Since publication of the Guidelines in October 2022, CFIUS has completed at least six enforcement actions that resulted in the imposition of monetary penalties, as summarized below:

• a $60 million penalty in 2024 against T-Mobile US, Inc. (“T-Mobile”) for violation of an NSA. The Committee assessed that, between August 2020 and June 2021, T-Mobile failed to prevent unauthorized access to certain sensitive data, and failed to timely report certain incidents to CFIUS, in material breach of the NSA. Despite the substantial penalty, CFIUS credited T-Mobile for its remedial response and ongoing cooperation.
• an $8.5 million penalty in 2024 against a party to an NSA, whereby the majority shareholders orchestrated an initiative to remove all of the company’s independent directors, causing the NSA-mandated Security Officer and Government Security Committee to be vacant. CFIUS’s investigation also identified improper transfers of intellectual property to third parties, in potential violation of the NSA.
• a $1.25 million penalty in 2024—the maximum authorized under the CFIUS regulations—for a party who made five material misstatements in a joint voluntary notice (“JVN”) submitted to the Committee, including with respect to the source of funding for the transaction. In addition to imposing a monetary penalty, CFIUS rejected the JVN, which in turn led to the transaction being abandoned.
• a $990,000 penalty in 2023 for two violations of a CFIUS Letter of Assurance (“LOA”), wherein a U.S. business failed to maintain information on its website regarding its foreign ownership, which the Committee assessed could put U.S. customers’ technology or data at risk.
• a $200,000 penalty in 2023 for failure to divest a foreign acquirer’s interest by the deadline specified in an NSA.
• a $100,000 penalty in 2023 for failure to divest a foreign acquirer’s interest by the deadline specified in an NSA.

DONT Letters

As an alternative (or precursor) to a monetary penalty, a CFIUS Monitoring Agency (“CMA”) may issue a Determination of Noncompliance Transmittal (“DONT”) Letter. A DONT Letter is issued when a CMA has “determined that one or more violations occurred, but [has] . . . decided not to pursue further enforcement remedies or [to] require additional information to assess if a penalty is warranted.”² DONT Letters generally are issued for first-time and inadvertent violations that result in limited or no potential harm to national security.

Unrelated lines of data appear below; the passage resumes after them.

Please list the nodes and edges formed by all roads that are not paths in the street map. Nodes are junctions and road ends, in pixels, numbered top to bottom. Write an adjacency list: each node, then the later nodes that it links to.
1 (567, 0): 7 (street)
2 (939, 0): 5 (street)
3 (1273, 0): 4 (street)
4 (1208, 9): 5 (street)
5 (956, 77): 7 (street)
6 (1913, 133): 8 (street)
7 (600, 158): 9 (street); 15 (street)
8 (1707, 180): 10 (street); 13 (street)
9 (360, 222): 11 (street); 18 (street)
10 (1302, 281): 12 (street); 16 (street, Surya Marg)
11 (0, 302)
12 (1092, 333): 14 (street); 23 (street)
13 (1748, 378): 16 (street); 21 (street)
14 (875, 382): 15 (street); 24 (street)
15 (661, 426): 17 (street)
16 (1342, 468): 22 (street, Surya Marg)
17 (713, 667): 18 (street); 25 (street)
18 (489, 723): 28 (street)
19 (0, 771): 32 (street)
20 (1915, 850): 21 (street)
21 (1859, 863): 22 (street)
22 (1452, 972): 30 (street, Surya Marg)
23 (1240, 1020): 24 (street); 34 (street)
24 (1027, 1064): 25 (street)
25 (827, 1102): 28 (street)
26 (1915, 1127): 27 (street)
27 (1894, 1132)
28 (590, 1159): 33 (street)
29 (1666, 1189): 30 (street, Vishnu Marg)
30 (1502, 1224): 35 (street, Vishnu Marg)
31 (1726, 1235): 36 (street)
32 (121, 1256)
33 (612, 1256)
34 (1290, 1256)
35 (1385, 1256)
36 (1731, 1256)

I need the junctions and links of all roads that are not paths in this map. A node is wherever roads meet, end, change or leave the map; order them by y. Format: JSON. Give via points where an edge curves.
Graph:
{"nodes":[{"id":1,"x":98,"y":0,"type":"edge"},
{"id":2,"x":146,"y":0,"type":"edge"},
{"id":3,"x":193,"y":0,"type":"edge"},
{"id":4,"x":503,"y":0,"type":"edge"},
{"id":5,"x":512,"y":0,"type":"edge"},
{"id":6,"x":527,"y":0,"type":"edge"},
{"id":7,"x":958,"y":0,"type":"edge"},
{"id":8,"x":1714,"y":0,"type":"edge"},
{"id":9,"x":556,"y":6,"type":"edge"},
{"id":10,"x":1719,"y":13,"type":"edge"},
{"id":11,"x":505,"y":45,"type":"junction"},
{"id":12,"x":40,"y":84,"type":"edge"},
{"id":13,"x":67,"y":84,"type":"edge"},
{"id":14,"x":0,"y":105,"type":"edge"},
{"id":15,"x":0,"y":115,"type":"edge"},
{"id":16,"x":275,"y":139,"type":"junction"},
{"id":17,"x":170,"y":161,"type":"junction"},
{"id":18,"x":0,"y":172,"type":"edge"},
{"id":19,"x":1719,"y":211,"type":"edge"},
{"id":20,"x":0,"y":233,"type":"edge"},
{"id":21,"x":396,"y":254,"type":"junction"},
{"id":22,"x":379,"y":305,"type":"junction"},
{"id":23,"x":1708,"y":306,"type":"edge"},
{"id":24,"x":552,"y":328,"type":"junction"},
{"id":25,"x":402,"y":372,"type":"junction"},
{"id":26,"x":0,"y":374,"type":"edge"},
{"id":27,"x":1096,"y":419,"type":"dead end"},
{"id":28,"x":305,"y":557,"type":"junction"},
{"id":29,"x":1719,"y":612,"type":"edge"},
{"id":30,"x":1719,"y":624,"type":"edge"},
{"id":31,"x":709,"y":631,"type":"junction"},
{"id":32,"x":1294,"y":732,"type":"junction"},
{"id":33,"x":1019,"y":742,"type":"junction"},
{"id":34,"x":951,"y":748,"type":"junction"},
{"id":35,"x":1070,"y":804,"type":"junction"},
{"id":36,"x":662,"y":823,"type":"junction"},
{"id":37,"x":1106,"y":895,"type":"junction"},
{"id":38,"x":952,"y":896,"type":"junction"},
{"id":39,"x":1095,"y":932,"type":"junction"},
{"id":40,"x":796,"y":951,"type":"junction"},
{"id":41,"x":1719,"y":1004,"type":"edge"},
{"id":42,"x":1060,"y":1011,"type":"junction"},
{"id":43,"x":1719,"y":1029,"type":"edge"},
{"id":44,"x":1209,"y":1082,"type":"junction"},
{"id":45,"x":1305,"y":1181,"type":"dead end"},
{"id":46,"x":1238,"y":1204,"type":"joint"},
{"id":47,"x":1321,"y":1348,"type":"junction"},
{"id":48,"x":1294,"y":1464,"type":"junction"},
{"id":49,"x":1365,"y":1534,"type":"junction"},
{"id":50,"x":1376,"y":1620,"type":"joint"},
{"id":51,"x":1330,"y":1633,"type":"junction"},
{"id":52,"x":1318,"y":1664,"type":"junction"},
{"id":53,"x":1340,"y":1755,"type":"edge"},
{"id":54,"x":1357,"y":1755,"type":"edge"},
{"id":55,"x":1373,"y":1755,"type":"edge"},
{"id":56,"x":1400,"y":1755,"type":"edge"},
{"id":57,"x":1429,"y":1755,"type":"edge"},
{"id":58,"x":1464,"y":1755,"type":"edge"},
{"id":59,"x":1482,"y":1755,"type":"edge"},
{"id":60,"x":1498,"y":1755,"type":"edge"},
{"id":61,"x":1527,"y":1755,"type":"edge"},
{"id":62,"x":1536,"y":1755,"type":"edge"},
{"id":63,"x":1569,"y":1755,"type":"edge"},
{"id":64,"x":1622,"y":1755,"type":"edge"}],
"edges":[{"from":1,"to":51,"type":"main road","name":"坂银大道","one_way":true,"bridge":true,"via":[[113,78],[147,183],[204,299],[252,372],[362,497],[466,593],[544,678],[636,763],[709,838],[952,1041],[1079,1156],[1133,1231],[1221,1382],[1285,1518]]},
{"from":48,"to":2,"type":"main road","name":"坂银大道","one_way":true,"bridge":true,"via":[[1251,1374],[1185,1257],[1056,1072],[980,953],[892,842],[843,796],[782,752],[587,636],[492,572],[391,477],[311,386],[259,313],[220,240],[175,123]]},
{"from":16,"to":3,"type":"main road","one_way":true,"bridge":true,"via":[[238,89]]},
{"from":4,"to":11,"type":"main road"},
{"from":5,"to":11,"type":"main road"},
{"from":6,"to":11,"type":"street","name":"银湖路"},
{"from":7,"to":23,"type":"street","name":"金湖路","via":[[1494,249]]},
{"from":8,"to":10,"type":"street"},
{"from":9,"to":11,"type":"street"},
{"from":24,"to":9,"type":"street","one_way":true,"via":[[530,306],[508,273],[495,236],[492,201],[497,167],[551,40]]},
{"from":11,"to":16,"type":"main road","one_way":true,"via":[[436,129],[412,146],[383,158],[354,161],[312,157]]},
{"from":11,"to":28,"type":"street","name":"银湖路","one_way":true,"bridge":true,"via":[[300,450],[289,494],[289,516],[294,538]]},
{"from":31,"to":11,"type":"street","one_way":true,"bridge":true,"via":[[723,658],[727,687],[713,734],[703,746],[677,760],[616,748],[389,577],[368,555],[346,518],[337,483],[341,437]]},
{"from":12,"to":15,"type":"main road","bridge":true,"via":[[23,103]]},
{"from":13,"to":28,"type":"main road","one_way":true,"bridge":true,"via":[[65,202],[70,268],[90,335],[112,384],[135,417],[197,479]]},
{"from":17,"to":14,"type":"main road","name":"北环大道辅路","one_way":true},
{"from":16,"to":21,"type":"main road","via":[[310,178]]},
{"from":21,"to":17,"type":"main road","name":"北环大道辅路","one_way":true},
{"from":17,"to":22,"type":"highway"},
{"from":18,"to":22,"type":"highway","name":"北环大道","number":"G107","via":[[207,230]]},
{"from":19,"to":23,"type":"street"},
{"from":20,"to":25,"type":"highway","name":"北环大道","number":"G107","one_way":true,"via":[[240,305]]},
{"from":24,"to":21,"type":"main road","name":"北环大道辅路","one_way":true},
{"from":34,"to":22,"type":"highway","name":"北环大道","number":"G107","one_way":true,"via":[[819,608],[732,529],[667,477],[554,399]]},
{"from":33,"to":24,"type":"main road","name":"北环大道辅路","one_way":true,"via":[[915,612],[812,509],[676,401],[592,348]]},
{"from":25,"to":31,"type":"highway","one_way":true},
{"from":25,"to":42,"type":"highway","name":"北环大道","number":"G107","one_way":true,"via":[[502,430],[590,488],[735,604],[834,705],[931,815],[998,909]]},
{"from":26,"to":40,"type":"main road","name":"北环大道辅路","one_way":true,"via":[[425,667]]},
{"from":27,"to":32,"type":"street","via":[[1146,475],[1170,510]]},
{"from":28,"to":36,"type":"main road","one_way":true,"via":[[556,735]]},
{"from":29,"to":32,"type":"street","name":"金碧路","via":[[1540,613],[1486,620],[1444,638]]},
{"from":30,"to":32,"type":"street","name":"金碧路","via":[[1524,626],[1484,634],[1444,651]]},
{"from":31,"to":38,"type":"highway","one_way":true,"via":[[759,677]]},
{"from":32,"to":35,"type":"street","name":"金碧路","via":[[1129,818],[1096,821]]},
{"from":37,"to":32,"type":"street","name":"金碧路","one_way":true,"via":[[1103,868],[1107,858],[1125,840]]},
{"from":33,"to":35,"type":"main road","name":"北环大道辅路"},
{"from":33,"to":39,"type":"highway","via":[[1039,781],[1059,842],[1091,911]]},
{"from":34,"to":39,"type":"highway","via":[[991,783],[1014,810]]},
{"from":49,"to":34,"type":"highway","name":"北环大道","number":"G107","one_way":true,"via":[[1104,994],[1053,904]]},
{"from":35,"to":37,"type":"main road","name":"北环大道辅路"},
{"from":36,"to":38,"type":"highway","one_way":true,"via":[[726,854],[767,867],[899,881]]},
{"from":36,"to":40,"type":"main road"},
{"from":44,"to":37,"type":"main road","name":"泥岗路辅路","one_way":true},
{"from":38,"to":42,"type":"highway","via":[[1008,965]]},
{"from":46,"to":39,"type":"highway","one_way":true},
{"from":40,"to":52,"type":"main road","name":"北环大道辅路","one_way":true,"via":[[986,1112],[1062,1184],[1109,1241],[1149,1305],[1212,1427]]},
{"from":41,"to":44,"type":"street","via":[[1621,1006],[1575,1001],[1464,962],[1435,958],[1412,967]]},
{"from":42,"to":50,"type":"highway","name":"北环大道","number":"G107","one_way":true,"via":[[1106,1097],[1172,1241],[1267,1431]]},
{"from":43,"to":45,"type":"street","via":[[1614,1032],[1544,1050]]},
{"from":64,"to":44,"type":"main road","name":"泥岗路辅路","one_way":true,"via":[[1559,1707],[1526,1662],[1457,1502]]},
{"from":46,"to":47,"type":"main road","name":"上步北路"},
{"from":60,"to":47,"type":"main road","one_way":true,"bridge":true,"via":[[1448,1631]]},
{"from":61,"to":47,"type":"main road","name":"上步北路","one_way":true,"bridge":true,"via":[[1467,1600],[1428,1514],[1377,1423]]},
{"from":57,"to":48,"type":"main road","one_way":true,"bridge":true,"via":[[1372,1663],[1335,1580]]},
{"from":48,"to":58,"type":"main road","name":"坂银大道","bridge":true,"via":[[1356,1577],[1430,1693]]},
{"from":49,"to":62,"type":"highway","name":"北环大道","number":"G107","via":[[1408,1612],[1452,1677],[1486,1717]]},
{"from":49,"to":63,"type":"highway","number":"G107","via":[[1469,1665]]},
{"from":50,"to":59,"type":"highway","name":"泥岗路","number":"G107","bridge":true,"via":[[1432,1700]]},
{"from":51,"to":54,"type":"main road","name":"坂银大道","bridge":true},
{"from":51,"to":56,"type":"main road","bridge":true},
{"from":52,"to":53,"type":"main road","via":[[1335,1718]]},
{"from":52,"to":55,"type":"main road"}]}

CFIUS has identified the following examples of conduct that resulted in issuance of a DONT Letter:

• failure to file a mandatory declaration (but, notably, only in cases where there was a first-time offense, and the lack of a filing did not lead to national security harm).
• failing to limit the receipt and distribution of specified information to a segregated network, as required under an LOA.
• transferring assets to a company controlled by foreign persons, in violation of an NSA or other CFIUS mandate.
• failing to prevent unauthorized access to specified intellectual property.

The total number of enforcement actions brought by the Committee may be higher than those publicly reported by CFIUS, because DONT Letters are not published.

Takeaways

The newly published enforcement actions underscore that:

• NSA Compliance is Mandatory: In connection with publication of the Guidelines, Assistant Secretary of the Treasury for Investment Security Paul Rosen stated, “Today’s announcement sends a clear message: Compliance with CFIUS mitigation agreements is not optional, and the Committee will not hesitate to use all of its tools and take enforcement action to ensure prompt compliance and remediation, including through the use of civil monetary penalties and other remedies.”³ Parties to NSAs are on notice of the potential consequences of non-compliance. In addition, parties negotiating NSAs should be transparent about any practical challenges that may arise in complying with specific mitigation proposals, in an effort to arrive at a mitigation framework that is attainable.
• Anonymity is Not Guaranteed: Historically, the Committee’s emphasis on confidentiality has extended to publication of enforcement activity. The T-Mobile case marks the first time that the Committee has publicly identified a party to an enforcement action. This unprecedented step suggests the possibility that future enforcement actions will not be kept anonymous.